When copying the listing below, skip every picture and keep each word as it stands.

═══ Provided entries ═══

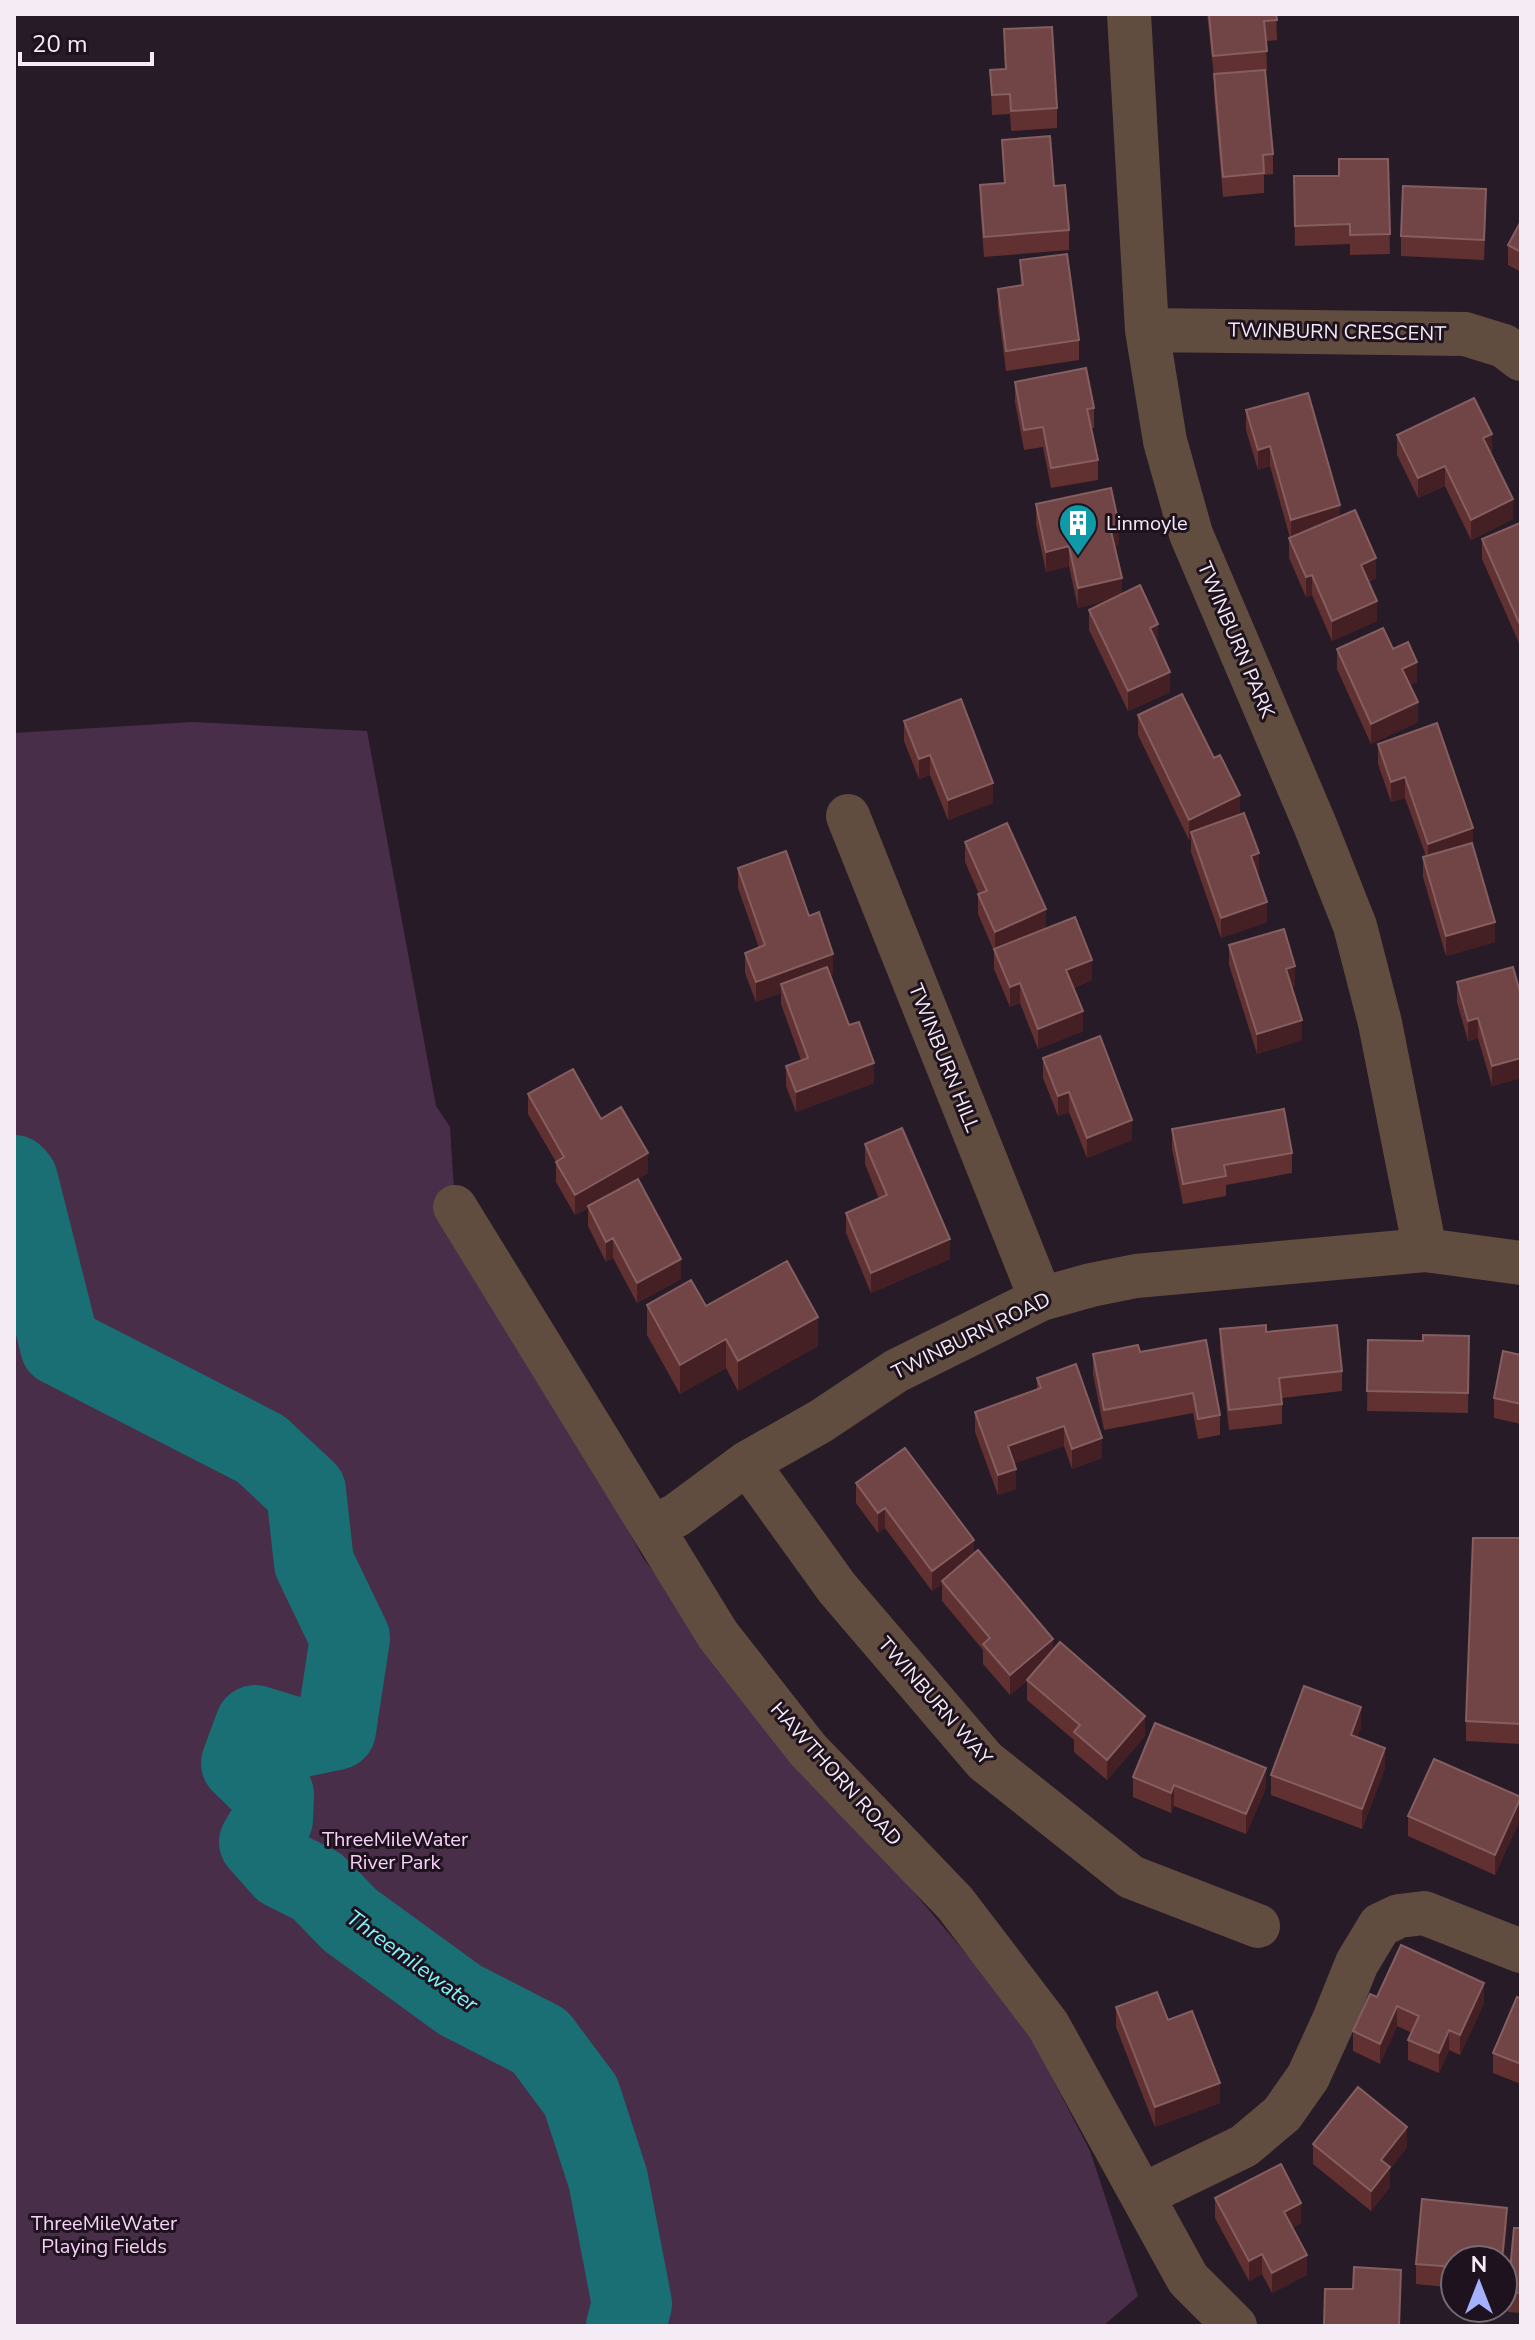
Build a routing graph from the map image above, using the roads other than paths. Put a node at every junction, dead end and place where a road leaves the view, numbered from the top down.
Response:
1 (1129, 14) edge
2 (1147, 330) junction
3 (1521, 359) edge
4 (848, 816) dead end
5 (455, 1207) dead end
6 (1425, 1250) junction
7 (1521, 1263) edge
8 (1041, 1299) junction
9 (747, 1463) junction
10 (653, 1527) junction
11 (1258, 1926) dead end
12 (1521, 1951) edge
13 (1143, 2195) junction
14 (1235, 2326) edge

1 - 2 street, TWINBURN PARK
2 - 3 street, TWINBURN CRESCENT
2 - 6 street, TWINBURN PARK
4 - 8 street, TWINBURN HILL
5 - 10 street, HAWTHORN ROAD
6 - 7 street, TWINBURN ROAD
6 - 8 street, TWINBURN ROAD
8 - 9 street, TWINBURN ROAD
9 - 10 street, TWINBURN ROAD
9 - 11 street, TWINBURN WAY
10 - 13 street, HAWTHORN ROAD
12 - 13 street
13 - 14 street, HAWTHORN ROAD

═══

Exercise result ::
Build a routing graph from the map image above, using the roads other than paths. Put a node at every junction, dead end and place where a road leaves the view, numbered from the top down.
Response:
1 (1129, 14) edge
2 (1147, 330) junction
3 (1521, 359) edge
4 (848, 816) dead end
5 (455, 1207) dead end
6 (1425, 1250) junction
7 (1521, 1263) edge
8 (1041, 1299) junction
9 (747, 1463) junction
10 (653, 1527) junction
11 (1258, 1926) dead end
12 (1521, 1951) edge
13 (1143, 2195) junction
14 (1235, 2326) edge

1 - 2 street, TWINBURN PARK
2 - 3 street, TWINBURN CRESCENT
2 - 6 street, TWINBURN PARK
4 - 8 street, TWINBURN HILL
5 - 10 street, HAWTHORN ROAD
6 - 7 street, TWINBURN ROAD
6 - 8 street, TWINBURN ROAD
8 - 9 street, TWINBURN ROAD
9 - 10 street, TWINBURN ROAD
9 - 11 street, TWINBURN WAY
10 - 13 street, HAWTHORN ROAD
12 - 13 street
13 - 14 street, HAWTHORN ROAD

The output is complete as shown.